Olgierd Dokalski - tumpet, project concept
Wojciech Kwapiński - guitar
Oori Shalev - drums, percussion
Zeger Vandenbussche -saxophones, clarinet, Jew's harp
For all the incredible diversity and richness of the 24th Krakow Jewish Culture Festival I am a bit dissapointed with the lack of representation of the new polish jewish music. In the previous years the festival would present to its international audience such bands as Shofar, Cukunft, Alte Zachen, Ircha Clarinet Quartet or Riverloam Trio (it's no coincidence of course all of the aforementioned feature either Raphael Roginski or Mikolaj Trzaska or both - no doubt two of the most prominent figures of the rising scene). In order to make up for it, I invite you to check the below albums which I believe to be among the most successful entries in the genre within the last years:
And now let's move to Nor Cold which is thus added to the above list.

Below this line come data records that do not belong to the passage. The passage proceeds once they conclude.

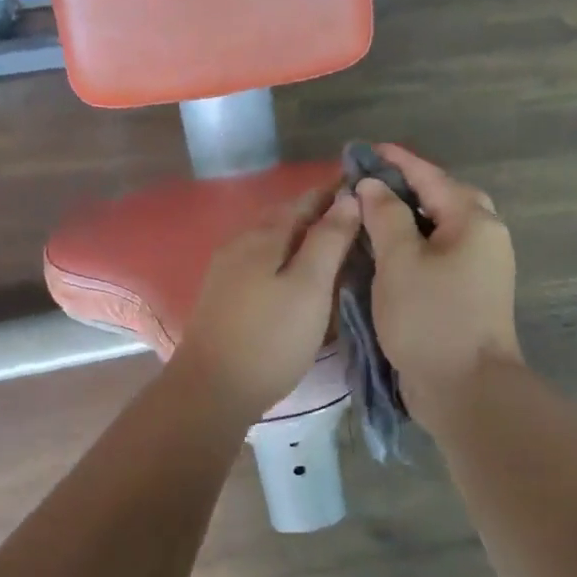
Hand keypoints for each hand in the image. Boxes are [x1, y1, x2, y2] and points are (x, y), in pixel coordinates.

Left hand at [172, 187, 361, 421]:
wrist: (211, 390)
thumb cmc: (270, 338)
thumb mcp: (309, 287)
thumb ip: (329, 240)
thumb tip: (348, 197)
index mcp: (264, 235)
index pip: (305, 199)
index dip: (334, 191)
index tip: (365, 187)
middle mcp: (241, 243)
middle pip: (285, 217)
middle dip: (319, 212)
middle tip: (356, 218)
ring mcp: (227, 270)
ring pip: (272, 240)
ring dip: (302, 236)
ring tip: (334, 245)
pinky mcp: (223, 295)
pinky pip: (262, 262)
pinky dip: (286, 258)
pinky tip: (299, 275)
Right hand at [354, 146, 520, 432]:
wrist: (466, 389)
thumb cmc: (431, 319)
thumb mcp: (400, 261)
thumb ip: (385, 215)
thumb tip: (373, 185)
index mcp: (474, 222)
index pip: (431, 177)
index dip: (397, 161)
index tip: (365, 149)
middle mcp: (484, 238)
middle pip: (443, 200)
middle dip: (406, 188)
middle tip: (368, 185)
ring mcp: (480, 269)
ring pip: (441, 230)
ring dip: (407, 219)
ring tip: (370, 214)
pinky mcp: (469, 294)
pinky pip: (439, 255)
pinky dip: (413, 247)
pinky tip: (386, 253)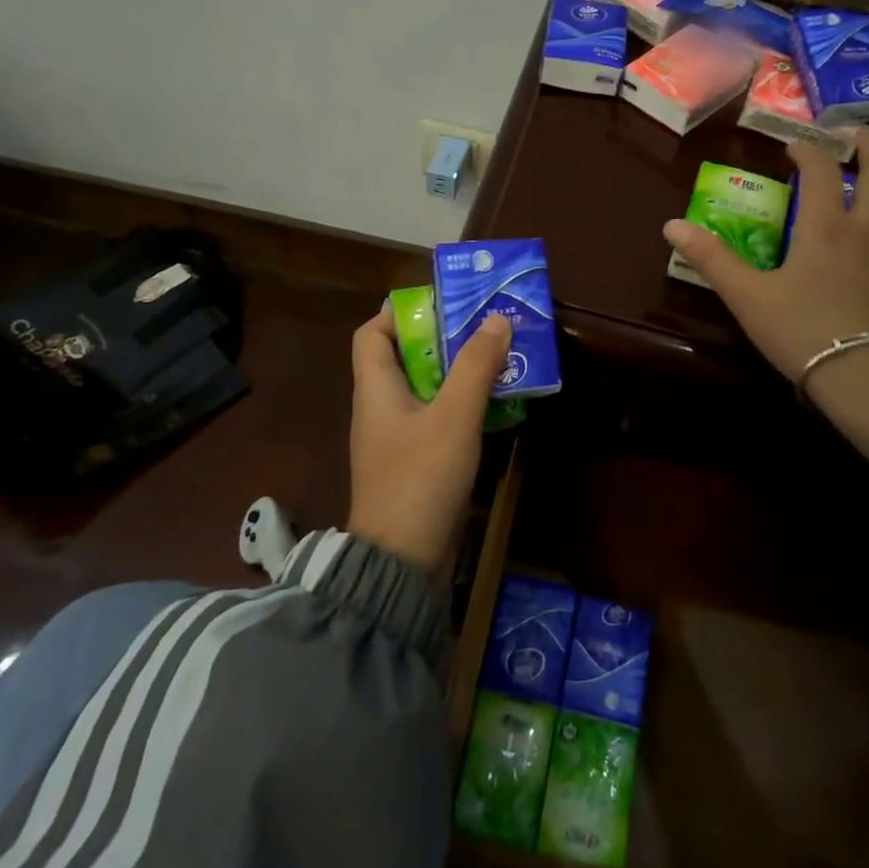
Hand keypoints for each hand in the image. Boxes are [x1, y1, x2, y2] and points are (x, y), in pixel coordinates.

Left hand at [347, 305, 511, 573]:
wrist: (402, 562)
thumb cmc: (420, 477)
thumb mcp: (454, 416)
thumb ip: (476, 365)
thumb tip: (497, 319)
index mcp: (375, 389)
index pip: (370, 334)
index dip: (398, 313)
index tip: (441, 305)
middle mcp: (380, 408)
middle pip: (404, 358)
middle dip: (443, 340)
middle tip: (485, 327)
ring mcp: (396, 439)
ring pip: (425, 390)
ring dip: (458, 373)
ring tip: (498, 358)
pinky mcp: (414, 464)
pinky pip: (436, 420)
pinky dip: (461, 406)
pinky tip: (494, 405)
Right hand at [662, 130, 868, 384]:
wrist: (862, 379)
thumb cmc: (800, 333)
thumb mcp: (746, 296)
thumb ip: (711, 259)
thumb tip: (671, 225)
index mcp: (824, 229)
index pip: (819, 172)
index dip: (807, 151)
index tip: (794, 146)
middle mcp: (867, 231)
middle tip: (859, 133)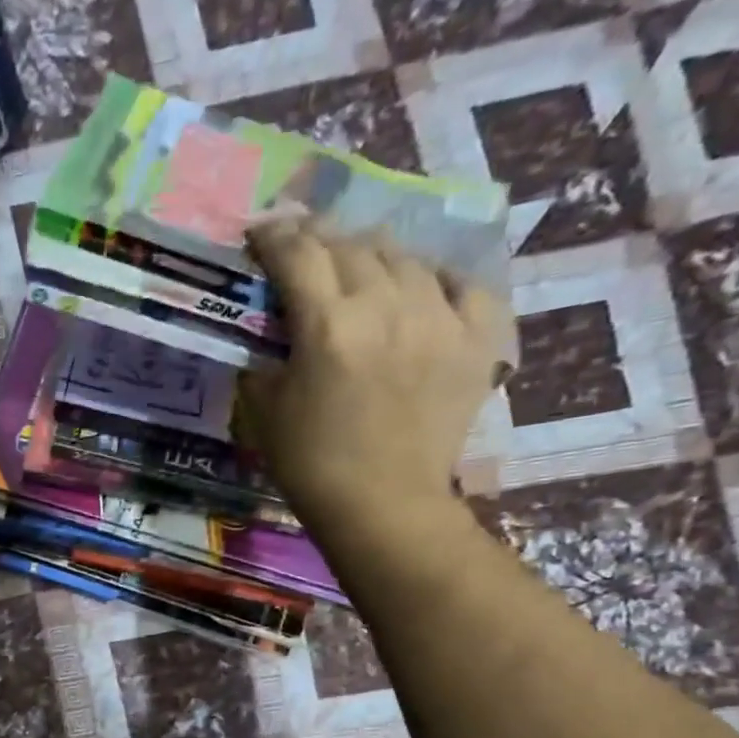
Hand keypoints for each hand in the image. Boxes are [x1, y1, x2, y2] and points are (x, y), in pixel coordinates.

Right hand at [244, 218, 511, 533]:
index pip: (298, 255)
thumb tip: (269, 333)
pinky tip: (421, 291)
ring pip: (406, 257)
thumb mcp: (265, 411)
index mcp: (328, 326)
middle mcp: (387, 306)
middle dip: (320, 238)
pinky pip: (463, 284)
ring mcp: (440, 318)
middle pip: (351, 246)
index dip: (275, 237)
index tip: (261, 233)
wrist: (383, 504)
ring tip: (358, 266)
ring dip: (372, 255)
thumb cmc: (311, 464)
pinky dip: (436, 280)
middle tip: (303, 246)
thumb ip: (264, 358)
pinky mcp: (477, 338)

I believe most of us when we hear the phrase "jewish music" have in mind the joyful virtuoso tempos of folk wedding songs. A kind of music that demands mad skills, showmanship and ability to tolerate great amounts of food and alcohol. And that would be klezmer.
Sephardic music is a different kind of art alltogether. A music of meditation, of prayer, of feeling. There are no ego shiny solos rather a constant interlining of instruments, an amalgam of melodies. The drumming is subtle and melodic, even one of the most rhythmically driven pieces of the album "The Thief" with its noir-atmosphere. Most of the times the music is volatile, with lofty melodies raised by the trumpet and saxophone frontline, emerging from the mist. There's sadness and frailty hidden in the notes, but also deep passion and empathy. And we should never run out of those in music and life.